Collaborate. That’s a word Agada Apochi, the CEO of Unified Payments (formerly ValuCard), used six times in ten minutes as he talked about his company’s new license. It’s easy to understand why: Unified Payments is a product of collaboration, having been founded twenty-six years ago by 14 Nigerian banks.
In April 2024, Unified Payments was granted a Payment Terminal Service Aggregator licence (PTSA), only the second to be issued by Nigeria’s Central Bank.
“There was a single point of failure in NIBSS, the holder of the first licence, so there was a need to bring in another player,” a policy expert told TechCabal.
PTSA holders must have a processing and switching licence, an average uptime of 99% in 2023, and ₦1 billion capital requirement. “We have been consistent in leading innovations and providing leadership in the industry, and we not only met but also surpassed all the criteria required by the regulator,” Apochi said about the application process.
The licence allows Unified Payments to maintain a database of payment terminals and record Point-of-Sale (POS) transactions in Nigeria’s agency banking sector. The fintech began recording payments in June, almost thirteen years after NIBSS started, and is taking a collaborative approach to earning market share.
“As a processor or switch, you are competing with others, but as a payment terminal service aggregator, from our point of view, we are not competing; we are collaborating with everyone in the industry without any form of discrimination to offer services and for the regulators to have oversight over what is going on,” Apochi said.

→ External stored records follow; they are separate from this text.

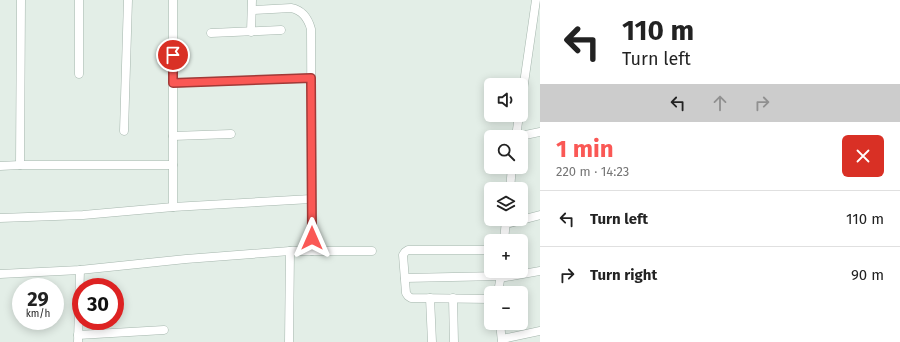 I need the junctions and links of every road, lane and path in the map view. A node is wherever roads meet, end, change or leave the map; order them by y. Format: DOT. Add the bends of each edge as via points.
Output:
graph roads {
  1 [pos="21,0"];
  2 [pos="79,0"];
  3 [pos="128,0"];
  4 [pos="173,0"];
  5 [pos="252,0"];
  6 [pos="536,0"];
  7 [pos="253,10"];
  8 [pos="281,30"];
  9 [pos="251,32"];
  10 [pos="212,33"];
  11 [pos="79,74"];
  12 [pos="311,78"];
  13 [pos="525,78"];
  14 [pos="173,83"];
  15 [pos="124,131"];
  16 [pos="540,132"];
  17 [pos="231,134"];
  18 [pos="528,134"];
  19 [pos="173,136"];
  20 [pos="20,165"];
  21 [pos="173,165"];
  22 [pos="0,166"];
  23 [pos="311,199"];
  24 [pos="173,207"];
  25 [pos="540,215"];
  26 [pos="528,217"];
  27 [pos="0,218"];
  28 [pos="484,250"];
  29 [pos="290,251"];
  30 [pos="312,251"];
  31 [pos="372,251"];
  32 [pos="80,270"];
  33 [pos="540,271"];
  34 [pos="528,272"];
  35 [pos="0,274"];
  36 [pos="484,276"];
  37 [pos="405,278"];
  38 [pos="430,298"];
  39 [pos="453,298"];
  40 [pos="484,299"];
  41 [pos="164,330"];
  42 [pos="501,330"];
  43 [pos="540,331"];
  44 [pos="78,339"];
  45 [pos="502,340"];
  46 [pos="289,342"];
  47 [pos="432,342"];
  48 [pos="454,342"];
  1 -- 20 [label="street"];
  2 -- 11 [label="street"];
  3 -- 15 [label="street"];
  4 -- 14 [label="street"];
  5 -- 7 [label="street"];
  6 -- 13 [label="street"];
  7 -- 9 [label="street"];
  7 -- 12 [label="street" via="291,8 306,17 310,29"];
  8 -- 9 [label="street"];
  9 -- 10 [label="street"];
  12 -- 14 [label="street"];
  12 -- 23 [label="street"];
  14 -- 19 [label="street"];
  16 -- 18 [label="street"];
  17 -- 19 [label="street"];
  19 -- 21 [label="street"];
  20 -- 21 [label="street"];
  20 -- 22 [label="street"];
  21 -- 24 [label="street"];
  23 -- 24 [label="street"];
  23 -- 30 [label="street"];
  24 -- 27 [label="street" via="83,215"];
  25 -- 26 [label="street"];
  28 -- 37 [label="street" via="408,250 403,255"];
  29 -- 30 [label="street"];
  29 -- 32 [label="street"];
  29 -- 46 [label="street"];
  30 -- 31 [label="street"];
  32 -- 35 [label="street"];
  32 -- 44 [label="street"];
  33 -- 34 [label="street"];
  36 -- 37 [label="street"];
  37 -- 38 [label="street" via="408,296"];
  38 -- 39 [label="street"];
  38 -- 47 [label="street"];
  39 -- 40 [label="street"];
  39 -- 48 [label="street"];
  41 -- 44 [label="street"];
  42 -- 45 [label="street"];
  43 -- 45 [label="street"];
}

Unified Payments will also look to partner with NIBSS, its competitor, as Nigeria’s agent banking sector grows exponentially. In March 2024, data from NIBSS showed that 2.7 million POS devices were in circulation—a 48% increase from 2023.
“Upon getting our license, we had a meeting at the highest level between our company and NIBSS to understand [each other] and share points and ideas of how we can work together to ensure that there is service availability because that is what is most important to every operator and the Central Bank of Nigeria is service availability,” Apochi said in his Victoria Island office.
Working with Fintechs
The PTSA license will require Unified Payments to work with leading companies in the agency banking sector, such as Moniepoint, Opay, and Palmpay. These companies have been in regulatory waters in recent months and in April, the central bank directed five Nigerian fintechs to pause onboarding new customers.
“The central bank’s first focus is to grow payment transactions in Nigeria, but in conformity with regulations and guidelines issued by the central bank,” Apochi told TechCabal.
That ban lasted six weeks and was lifted after fintechs committed to a list of conditions set by the central bank. For Apochi, Unified Payments will help fintechs “achieve their business goals without running afoul of” regulatory requirements.
“The primary focus for us as a service aggregator is not about [the] enforcement of rules and regulations. It’s about enabling service providers, industry operators, to provide their services and solutions in compliance with rules and regulations defined by the Central Bank of Nigeria,” he said.